• Source material

/---

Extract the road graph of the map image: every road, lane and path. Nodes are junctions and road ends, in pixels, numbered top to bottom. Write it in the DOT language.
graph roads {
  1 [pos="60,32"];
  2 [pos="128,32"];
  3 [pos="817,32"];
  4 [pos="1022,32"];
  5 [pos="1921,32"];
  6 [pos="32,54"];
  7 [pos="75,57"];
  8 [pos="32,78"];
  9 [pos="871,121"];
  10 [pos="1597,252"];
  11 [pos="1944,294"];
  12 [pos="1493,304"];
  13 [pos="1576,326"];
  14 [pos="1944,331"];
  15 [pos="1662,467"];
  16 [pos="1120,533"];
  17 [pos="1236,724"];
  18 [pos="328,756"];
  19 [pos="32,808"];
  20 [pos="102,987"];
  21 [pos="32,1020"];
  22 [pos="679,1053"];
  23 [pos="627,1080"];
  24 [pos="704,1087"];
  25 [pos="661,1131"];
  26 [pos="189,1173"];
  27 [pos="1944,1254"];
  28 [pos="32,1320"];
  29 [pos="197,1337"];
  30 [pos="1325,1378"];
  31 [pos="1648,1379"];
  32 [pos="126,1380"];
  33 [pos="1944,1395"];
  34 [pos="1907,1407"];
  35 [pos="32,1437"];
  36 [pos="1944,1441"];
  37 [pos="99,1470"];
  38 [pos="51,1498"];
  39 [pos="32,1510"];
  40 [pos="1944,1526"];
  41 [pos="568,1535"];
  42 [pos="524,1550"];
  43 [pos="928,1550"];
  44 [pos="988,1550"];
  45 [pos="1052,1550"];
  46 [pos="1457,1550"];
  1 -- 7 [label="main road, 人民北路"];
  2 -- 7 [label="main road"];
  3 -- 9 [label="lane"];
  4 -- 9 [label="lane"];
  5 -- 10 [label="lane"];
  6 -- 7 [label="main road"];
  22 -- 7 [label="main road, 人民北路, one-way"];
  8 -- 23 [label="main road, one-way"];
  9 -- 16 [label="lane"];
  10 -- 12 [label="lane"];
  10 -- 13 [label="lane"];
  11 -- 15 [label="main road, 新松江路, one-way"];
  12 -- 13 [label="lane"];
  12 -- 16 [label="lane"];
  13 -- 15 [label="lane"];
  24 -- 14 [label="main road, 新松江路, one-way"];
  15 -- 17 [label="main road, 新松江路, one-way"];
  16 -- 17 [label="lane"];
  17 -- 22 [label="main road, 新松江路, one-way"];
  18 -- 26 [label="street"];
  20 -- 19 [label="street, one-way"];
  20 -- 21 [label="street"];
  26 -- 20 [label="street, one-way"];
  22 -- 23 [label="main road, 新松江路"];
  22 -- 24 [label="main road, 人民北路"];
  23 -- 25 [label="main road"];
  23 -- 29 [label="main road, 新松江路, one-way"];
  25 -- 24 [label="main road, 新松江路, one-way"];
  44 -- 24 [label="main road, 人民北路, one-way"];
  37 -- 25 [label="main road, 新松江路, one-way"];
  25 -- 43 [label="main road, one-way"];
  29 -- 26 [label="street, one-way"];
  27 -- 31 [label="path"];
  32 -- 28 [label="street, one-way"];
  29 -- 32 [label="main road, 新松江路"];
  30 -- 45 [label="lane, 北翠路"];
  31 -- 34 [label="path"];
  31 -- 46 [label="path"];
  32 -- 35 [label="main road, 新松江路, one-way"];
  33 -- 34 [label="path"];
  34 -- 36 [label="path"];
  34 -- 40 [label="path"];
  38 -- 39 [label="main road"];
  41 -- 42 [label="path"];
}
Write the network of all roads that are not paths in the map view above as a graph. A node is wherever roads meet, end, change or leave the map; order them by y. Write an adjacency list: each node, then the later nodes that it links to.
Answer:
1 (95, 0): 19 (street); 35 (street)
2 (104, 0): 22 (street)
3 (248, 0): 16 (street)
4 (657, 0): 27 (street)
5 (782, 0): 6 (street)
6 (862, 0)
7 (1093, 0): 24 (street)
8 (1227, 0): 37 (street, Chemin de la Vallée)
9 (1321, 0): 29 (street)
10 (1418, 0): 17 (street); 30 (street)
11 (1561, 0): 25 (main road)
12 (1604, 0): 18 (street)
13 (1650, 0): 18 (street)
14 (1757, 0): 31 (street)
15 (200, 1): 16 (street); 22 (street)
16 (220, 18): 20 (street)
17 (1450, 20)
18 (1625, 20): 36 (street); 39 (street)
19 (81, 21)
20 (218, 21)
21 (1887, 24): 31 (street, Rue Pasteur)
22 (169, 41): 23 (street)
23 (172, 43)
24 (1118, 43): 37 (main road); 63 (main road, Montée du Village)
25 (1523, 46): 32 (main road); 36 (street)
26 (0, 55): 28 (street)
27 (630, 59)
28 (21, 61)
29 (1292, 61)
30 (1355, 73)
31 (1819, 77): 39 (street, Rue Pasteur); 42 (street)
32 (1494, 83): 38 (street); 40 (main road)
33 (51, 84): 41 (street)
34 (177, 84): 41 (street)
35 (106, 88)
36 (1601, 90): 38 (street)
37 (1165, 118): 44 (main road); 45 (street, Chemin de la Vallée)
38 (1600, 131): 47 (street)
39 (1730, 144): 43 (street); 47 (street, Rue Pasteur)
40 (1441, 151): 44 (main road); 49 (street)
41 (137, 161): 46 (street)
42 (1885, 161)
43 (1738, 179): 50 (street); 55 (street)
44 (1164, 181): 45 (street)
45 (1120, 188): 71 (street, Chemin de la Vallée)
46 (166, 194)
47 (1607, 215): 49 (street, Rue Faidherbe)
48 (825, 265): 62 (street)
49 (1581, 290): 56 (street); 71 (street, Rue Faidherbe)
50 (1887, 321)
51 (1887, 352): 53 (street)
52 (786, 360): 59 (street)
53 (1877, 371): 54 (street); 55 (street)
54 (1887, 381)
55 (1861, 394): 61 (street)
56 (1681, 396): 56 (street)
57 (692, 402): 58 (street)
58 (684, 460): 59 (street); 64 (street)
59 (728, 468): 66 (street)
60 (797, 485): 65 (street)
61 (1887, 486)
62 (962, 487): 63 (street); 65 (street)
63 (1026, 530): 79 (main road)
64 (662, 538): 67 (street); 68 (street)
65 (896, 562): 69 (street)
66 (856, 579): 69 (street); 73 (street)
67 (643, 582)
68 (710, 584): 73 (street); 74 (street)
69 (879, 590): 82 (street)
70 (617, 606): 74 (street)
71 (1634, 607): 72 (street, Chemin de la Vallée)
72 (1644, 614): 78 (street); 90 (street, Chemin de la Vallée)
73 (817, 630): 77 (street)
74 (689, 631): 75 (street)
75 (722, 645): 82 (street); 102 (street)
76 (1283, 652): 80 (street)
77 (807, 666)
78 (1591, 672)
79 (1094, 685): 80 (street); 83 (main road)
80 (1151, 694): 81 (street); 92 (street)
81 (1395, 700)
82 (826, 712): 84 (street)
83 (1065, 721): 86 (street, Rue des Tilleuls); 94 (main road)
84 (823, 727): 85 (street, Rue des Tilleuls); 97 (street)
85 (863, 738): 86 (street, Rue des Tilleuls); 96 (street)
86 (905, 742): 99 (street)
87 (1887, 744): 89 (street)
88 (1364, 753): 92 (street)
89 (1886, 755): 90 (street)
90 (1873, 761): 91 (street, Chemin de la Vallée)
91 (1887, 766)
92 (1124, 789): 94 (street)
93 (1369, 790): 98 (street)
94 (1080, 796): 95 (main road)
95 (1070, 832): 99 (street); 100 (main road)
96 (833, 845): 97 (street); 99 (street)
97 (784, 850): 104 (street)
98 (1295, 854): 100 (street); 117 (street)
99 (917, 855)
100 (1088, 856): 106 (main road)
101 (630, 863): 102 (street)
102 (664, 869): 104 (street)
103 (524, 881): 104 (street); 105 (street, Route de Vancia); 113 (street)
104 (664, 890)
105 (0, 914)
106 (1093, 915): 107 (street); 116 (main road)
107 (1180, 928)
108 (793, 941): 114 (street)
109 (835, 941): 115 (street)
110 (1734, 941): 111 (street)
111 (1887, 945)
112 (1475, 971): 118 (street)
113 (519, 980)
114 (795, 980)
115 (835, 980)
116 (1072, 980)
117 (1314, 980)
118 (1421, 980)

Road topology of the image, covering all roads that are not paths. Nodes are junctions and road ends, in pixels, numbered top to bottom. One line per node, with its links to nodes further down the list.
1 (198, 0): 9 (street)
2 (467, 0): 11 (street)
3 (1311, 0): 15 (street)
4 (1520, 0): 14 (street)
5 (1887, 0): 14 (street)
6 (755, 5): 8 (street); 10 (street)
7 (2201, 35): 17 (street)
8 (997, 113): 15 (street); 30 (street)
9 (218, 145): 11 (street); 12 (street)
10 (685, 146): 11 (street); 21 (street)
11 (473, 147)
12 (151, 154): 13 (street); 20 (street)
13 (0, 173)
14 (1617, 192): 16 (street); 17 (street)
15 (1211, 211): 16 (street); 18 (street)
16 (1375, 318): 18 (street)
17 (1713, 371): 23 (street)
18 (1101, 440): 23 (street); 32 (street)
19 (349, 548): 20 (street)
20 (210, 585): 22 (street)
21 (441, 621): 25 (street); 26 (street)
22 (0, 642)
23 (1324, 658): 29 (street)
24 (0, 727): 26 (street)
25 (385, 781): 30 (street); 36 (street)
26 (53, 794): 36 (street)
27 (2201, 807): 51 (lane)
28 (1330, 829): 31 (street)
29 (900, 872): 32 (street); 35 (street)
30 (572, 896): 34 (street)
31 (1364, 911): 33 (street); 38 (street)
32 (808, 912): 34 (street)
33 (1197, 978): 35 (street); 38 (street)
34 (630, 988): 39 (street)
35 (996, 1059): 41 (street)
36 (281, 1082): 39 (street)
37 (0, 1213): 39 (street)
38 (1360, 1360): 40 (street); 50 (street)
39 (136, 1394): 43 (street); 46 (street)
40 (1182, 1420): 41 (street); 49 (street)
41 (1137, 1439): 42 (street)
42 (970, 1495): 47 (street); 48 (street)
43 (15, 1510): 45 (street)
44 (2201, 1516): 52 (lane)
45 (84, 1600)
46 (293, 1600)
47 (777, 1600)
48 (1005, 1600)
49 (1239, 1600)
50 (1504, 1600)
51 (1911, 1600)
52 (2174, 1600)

\---

• Exercise
Select and copy every line of the material that holds the string "Vallée".

• Solution
8 (1227, 0): 37 (street, Chemin de la Vallée)
37 (1165, 118): 44 (main road); 45 (street, Chemin de la Vallée)
45 (1120, 188): 71 (street, Chemin de la Vallée)
71 (1634, 607): 72 (street, Chemin de la Vallée)
72 (1644, 614): 78 (street); 90 (street, Chemin de la Vallée)
90 (1873, 761): 91 (street, Chemin de la Vallée)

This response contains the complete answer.